Improving the Performance of Machining Parameters in the Turning Process of Inconel 686 by Using Cryo‐MQL Method

Abstract

ABSTRACTRegarding its wide range of applications in different industries, such as oil and gas, and for manufacturing equipment used to control pollution and recycle industrial wastes, Inconel 686 turning process is highly important. The alloy is highly resistant to high temperatures and corrosion, and thus it can preserve its properties at high temperatures.
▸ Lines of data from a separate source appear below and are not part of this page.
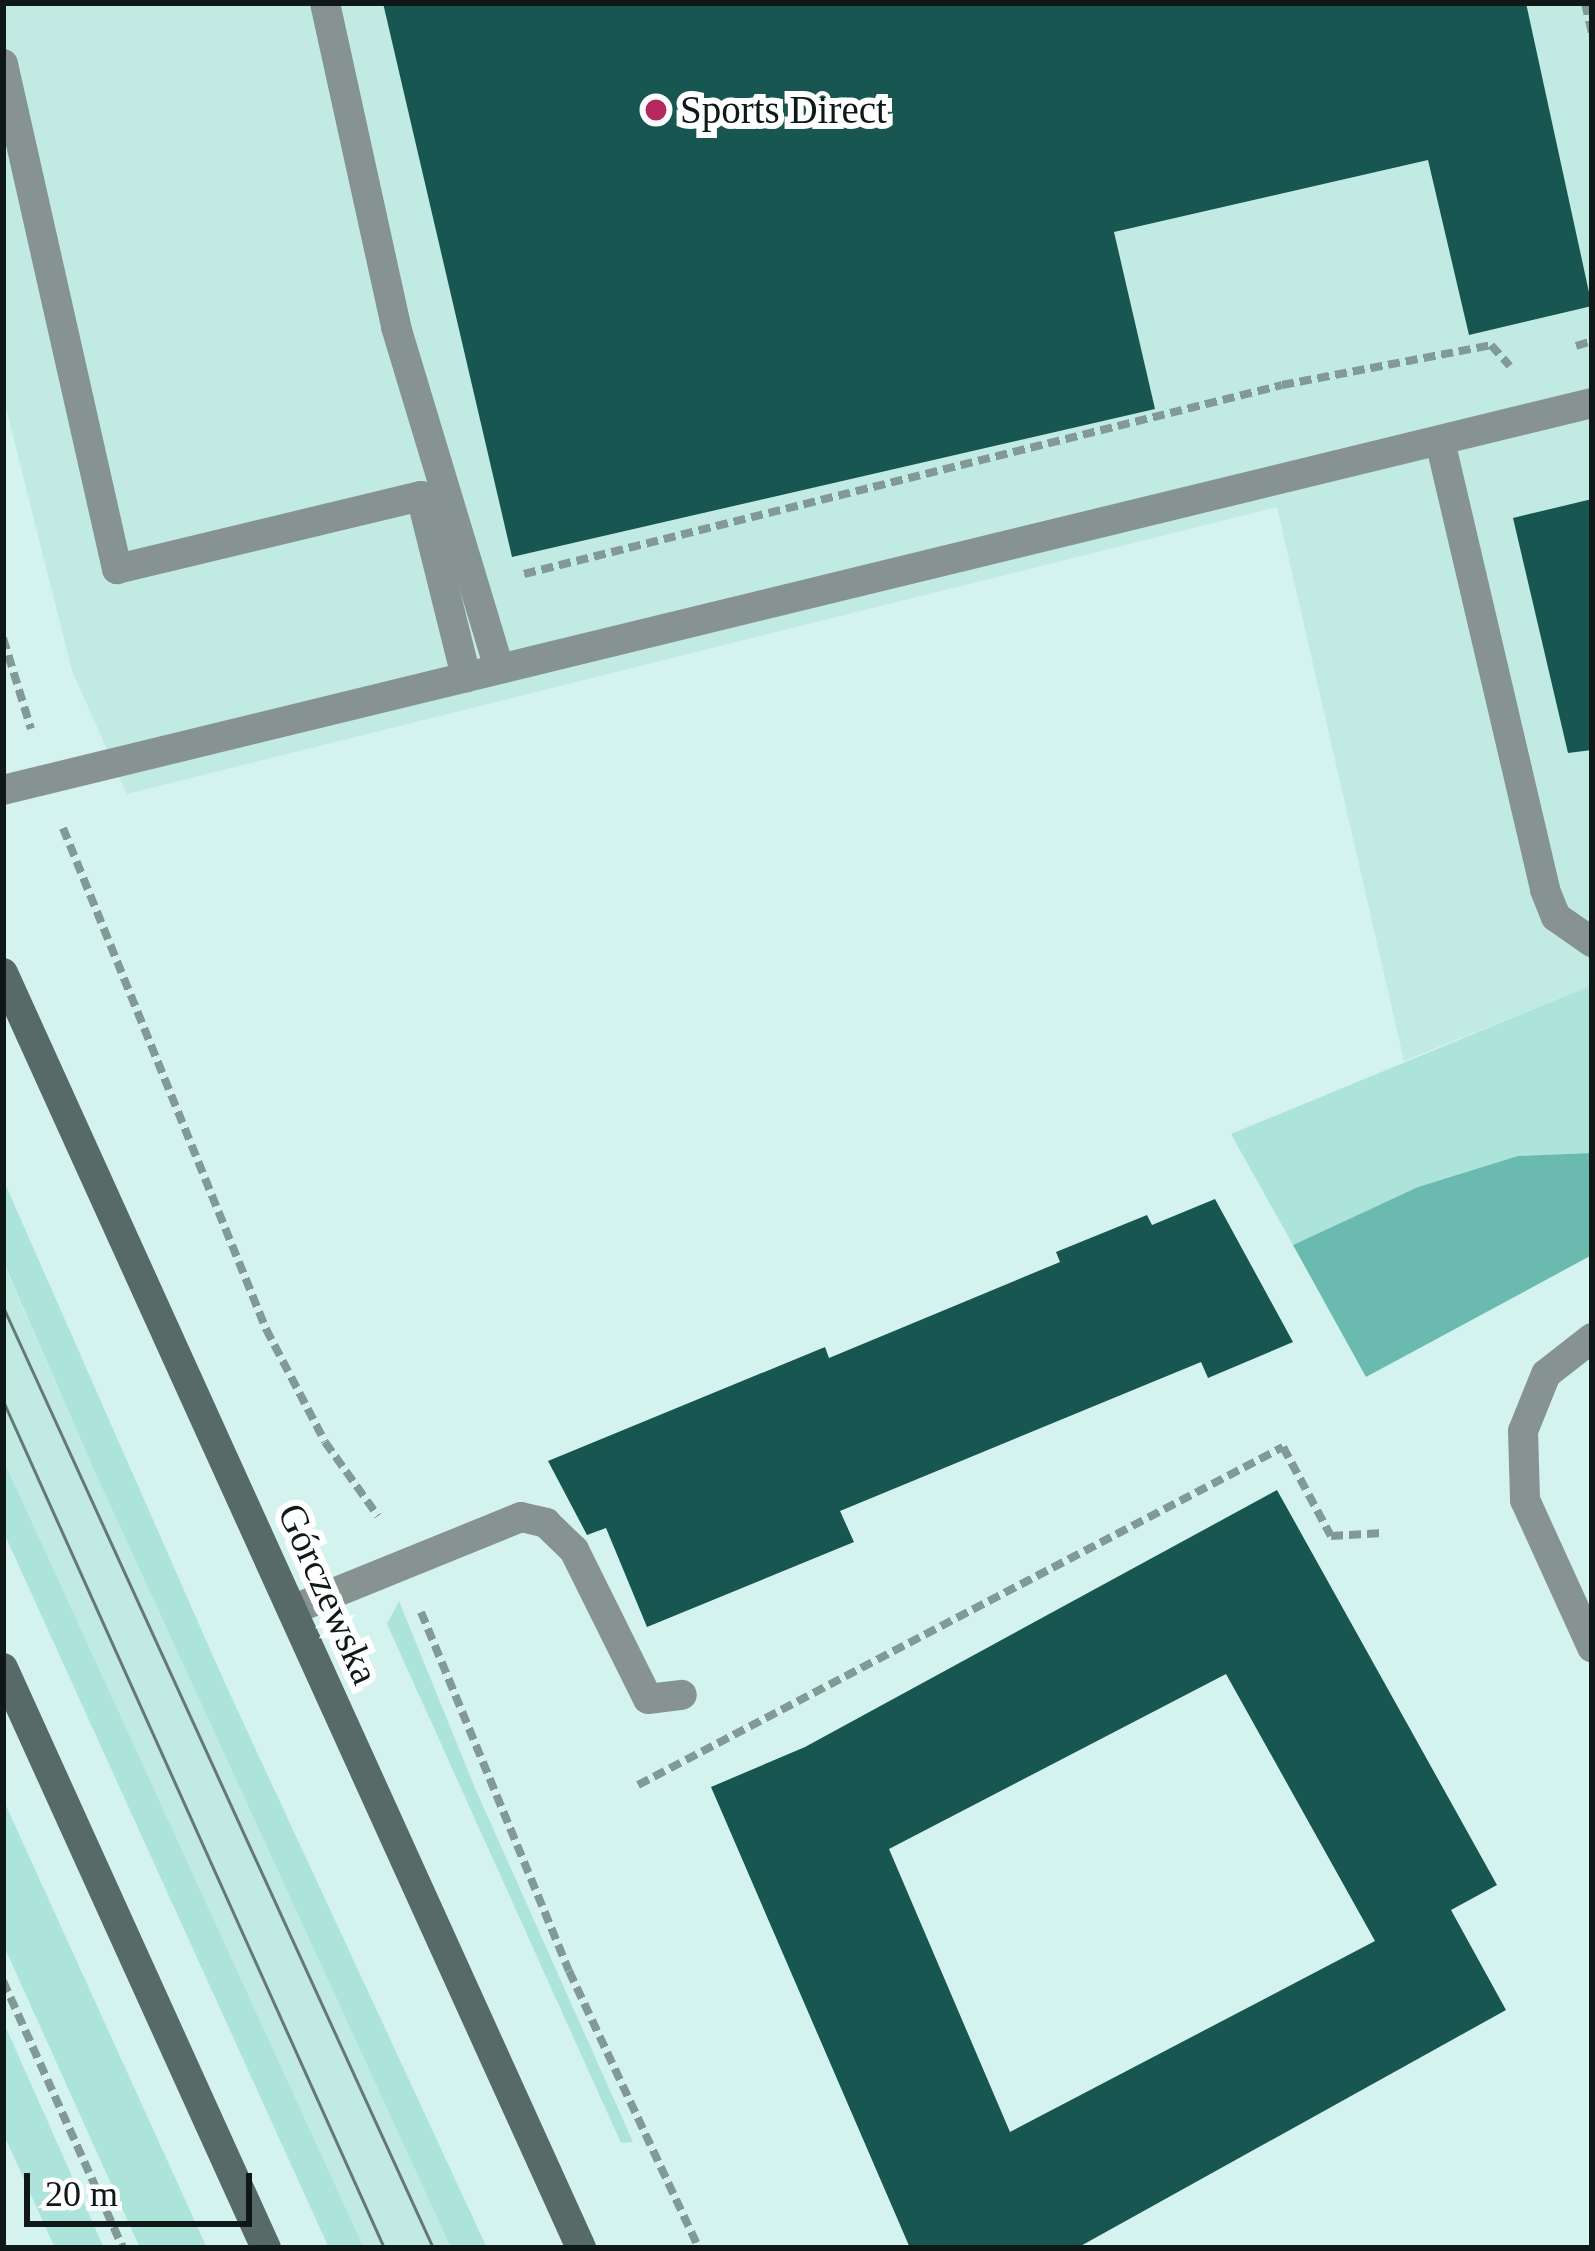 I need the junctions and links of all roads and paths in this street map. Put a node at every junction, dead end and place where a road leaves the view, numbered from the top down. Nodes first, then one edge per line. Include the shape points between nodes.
1 (325, 3) edge
2 (1585, 3) edge
3 (1592, 33) edge
4 (3, 64) edge
5 (1592, 341) edge
6 (1551, 353) dead end
7 (1530, 360) dead end
8 (1592, 403) edge
9 (1440, 441) junction
10 (511, 577) dead end
11 (3, 638) edge
12 (499, 670) junction
13 (466, 677) junction
14 (46, 780) junction
15 (3, 790) edge
16 (1592, 942) edge
17 (3, 973) edge
18 (1592, 1338) edge
19 (1383, 1533) dead end
20 (401, 1567) junction
21 (292, 1610) junction
22 (1592, 1647) edge
23 (3, 1668) edge
24 (682, 1695) dead end
25 (638, 1785) dead end
26 (3, 1982) edge
27 (123, 2248) edge
28 (266, 2248) edge
29 (580, 2248) edge
30 (699, 2248) edge

1 - 12 street via 396,327
2 - 3 path
4 - 13 street via 117,569 421,496
5 - 6 path
7 - 10 path via 1510,366 1491,345 1282,385
8 - 9 street
9 - 12 street
9 - 16 street via 1545,890 1556,917
11 - 14 path
12 - 13 street
13 - 14 street
14 - 15 street
14 - 20 path via 109,961 266,1329
17 - 21 main road, Górczewska
18 - 22 street via 1546,1374 1523,1431 1525,1500
19 - 25 path via 1331,1536 1283,1447
20 - 21 street
20 - 24 street via 521,1517 546,1523 574,1550 648,1699
20 - 30 path via 568,1971
21 - 29 main road, Górczewska
23 - 28 main road
26 - 27 path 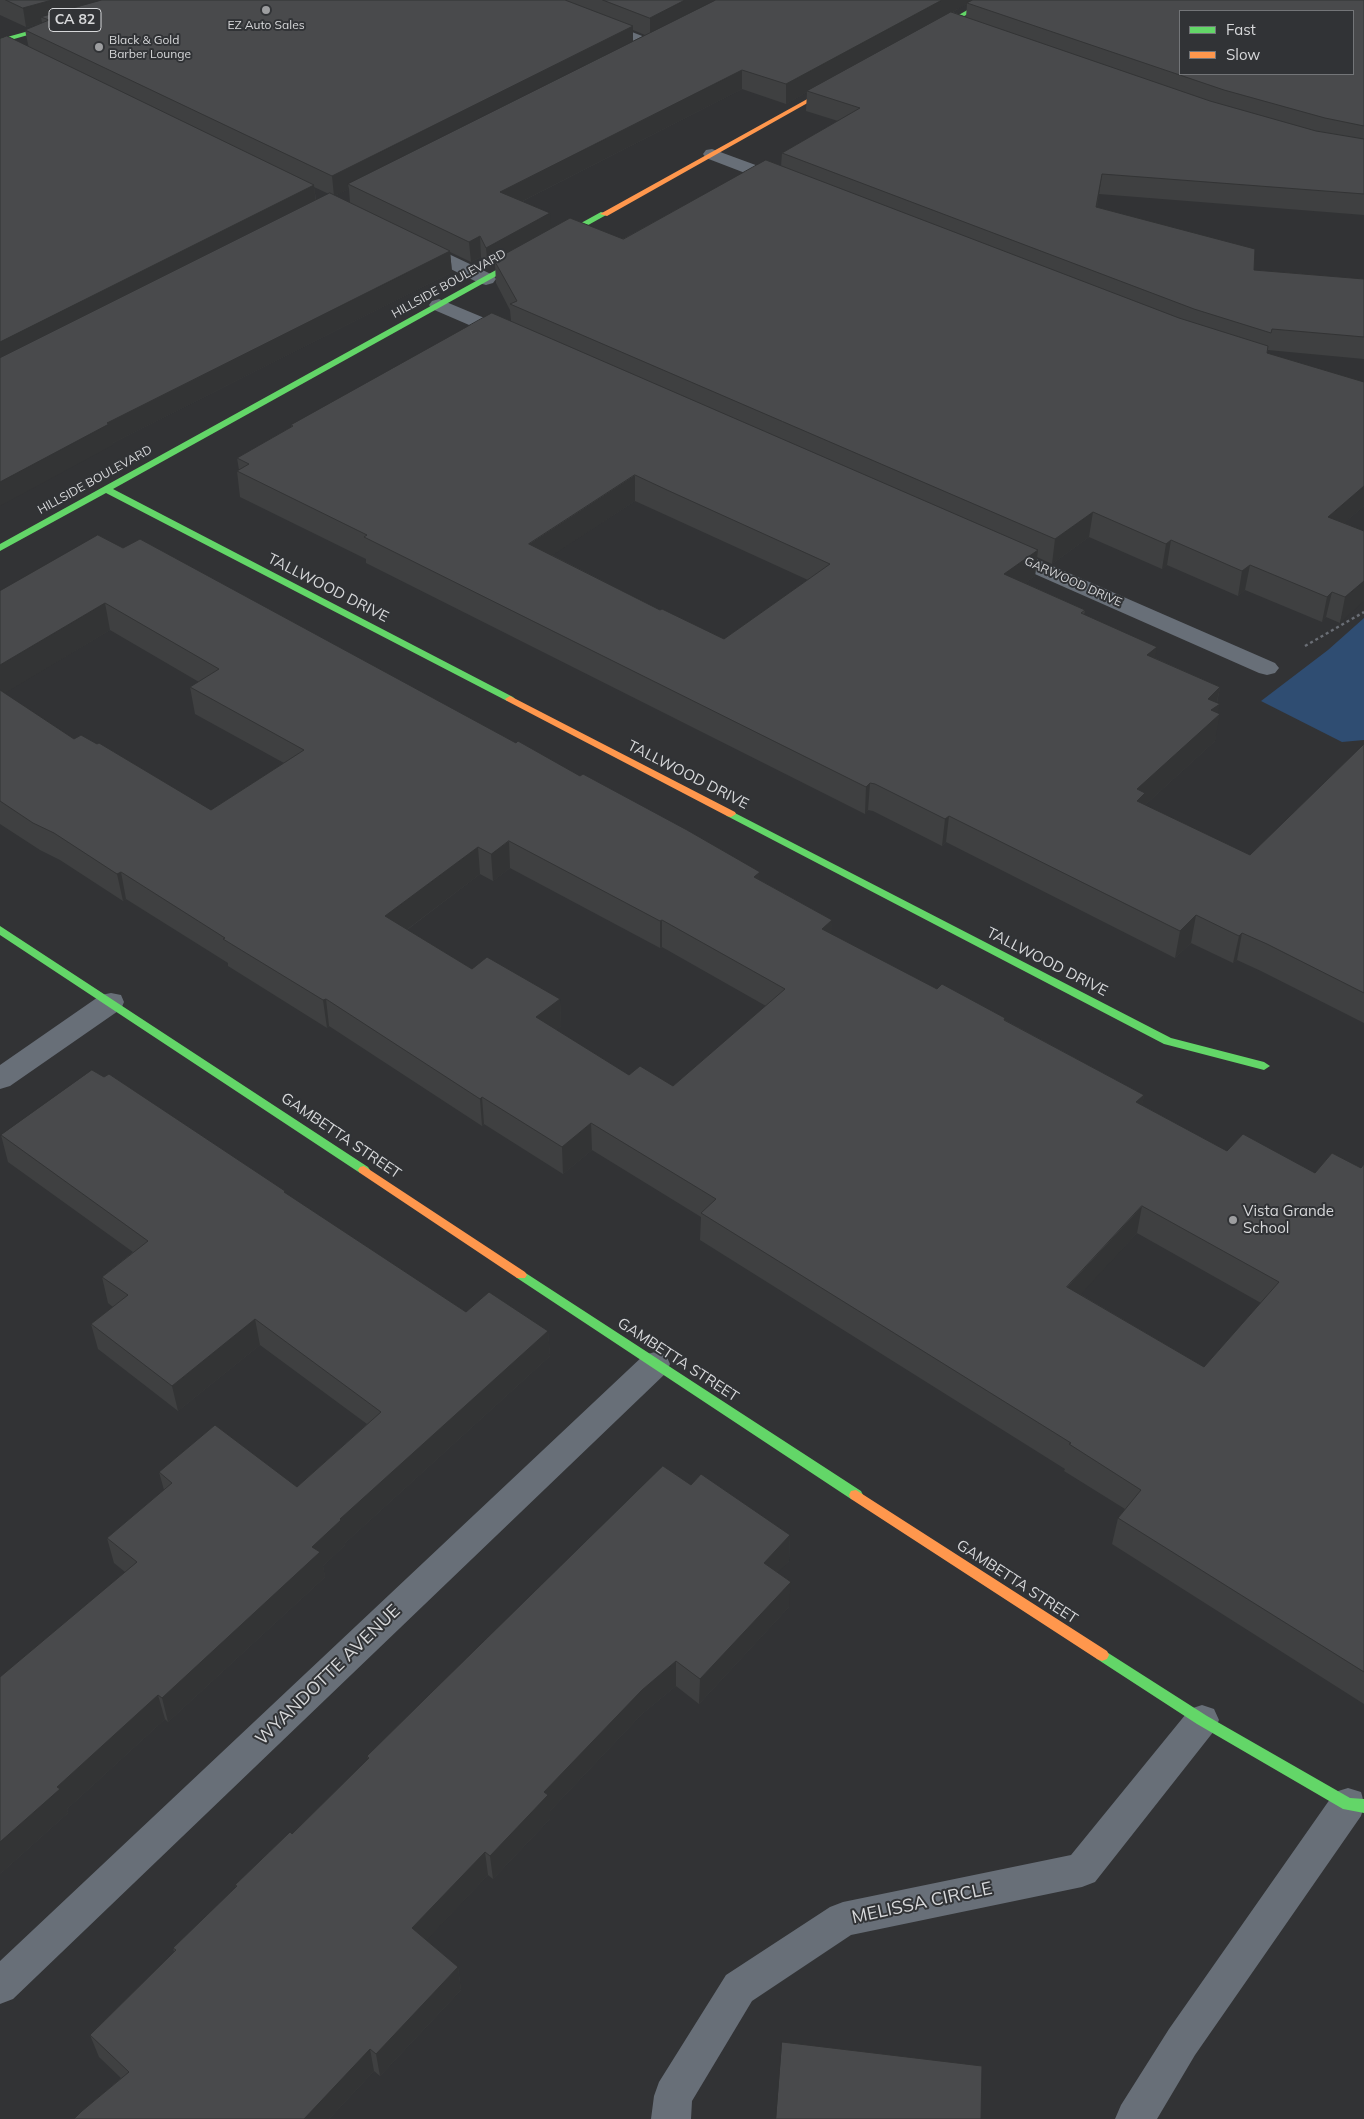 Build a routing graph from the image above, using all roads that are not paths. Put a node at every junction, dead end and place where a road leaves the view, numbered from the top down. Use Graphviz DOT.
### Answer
graph roads {
  1 [pos="536,0"];
  2 [pos="990,0"];
  3 [pos="75,20"];
  4 [pos="948,23"];
  5 [pos="966,29"];
  6 [pos="923,37"];
  7 [pos="0,41"];
  8 [pos="649,44"];
  9 [pos="24,54"];
  10 [pos="847,79"];
  11 [pos="712,154"];
  12 [pos="804,190"];
  13 [pos="403,238"];
  14 [pos="486,279"];
  15 [pos="439,305"];
  16 [pos="532,345"];
  17 [pos="106,489"];
  18 [pos="986,544"];
  19 [pos="0,548"];
  20 [pos="1267,668"];
  21 [pos="0,930"];
  22 [pos="111,1002"];
  23 [pos="1264,1066"];
  24 [pos="0,1079"];
  25 [pos="655,1364"];
  26 [pos="1202,1720"];
  27 [pos="1356,1805"];
  28 [pos="0,1986"];
  29 [pos="672,2119"];
  30 [pos="1135,2119"];
  1 -- 8 [label="street"];
  2 -- 4 [label="street"];
  3 -- 7 [label="street, CA 82"];
  4 -- 5 [label="street"];
  4 -- 6 [label="street"];
  7 -- 9 [label="street"];
  10 -- 11 [label="street, HILLSIDE BOULEVARD"];
  11 -- 12 [label="street"];
  11 -- 14 [label="street, HILLSIDE BOULEVARD"];
  13 -- 14 [label="street"];
  14 -- 15 [label="street, HILLSIDE BOULEVARD"];
  15 -- 16 [label="street"];
  15 -- 17 [label="street, HILLSIDE BOULEVARD"];
  17 -- 19 [label="street, HILLSIDE BOULEVARD"];
  17 -- 23 [label="street, TALLWOOD DRIVE"];
  18 -- 20 [label="street, GARWOOD DRIVE"];
  21 -- 22 [label="street, GAMBETTA STREET"];
  22 -- 24 [label="street"];
  22 -- 25 [label="street, GAMBETTA STREET"];
  25 -- 26 [label="street, GAMBETTA STREET"];
  25 -- 28 [label="street, WYANDOTTE AVENUE"];
  26 -- 27 [label="street, GAMBETTA STREET"];
  26 -- 29 [label="street, MELISSA CIRCLE"];
  27 -- 30 [label="street"];
}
Due to its low heat transfer coefficient and work hardening during operation, Inconel 686 is considered a difficult‐to‐cut material, and hence, turning Inconel 686 is challenged with major limitations regarding input parameter level and cutting fluid and issues such as reduced surface quality. The input parameter level and cutting fluid limitations might severely harm the environment and humans, decrease the machining efficiency and keep cleaner production goals out of reach. Novel cooling methods such as cryo‐MQL can contribute to achieving cleaner production goals. Cooling methods improve the machining performance and prohibit any damage to the surface integrity. In this study, cryo‐MQL, along with carbide‐coated tools and biodegradable vegetable oil, was adopted. The efficiency and success rate of cryo‐MQL were evaluated by comparing the results with those of MQL and wet methods. A wide range of output parameters, such as residual stresses, cutting zone temperature, cutting forces, tool wear, surface smoothness, surface defects and micro‐hardness, were assessed by changing the cutting speed and feed rate. The results indicated that cryo‐MQL could reduce the cutting forces, tool wear rate, cutting zone temperature and residual stresses while improving the surface quality. Moreover, environmental concerns were completely dealt with. Due to the increased possibility of higher input parameter levels, the time and cost of the cutting process were significantly reduced.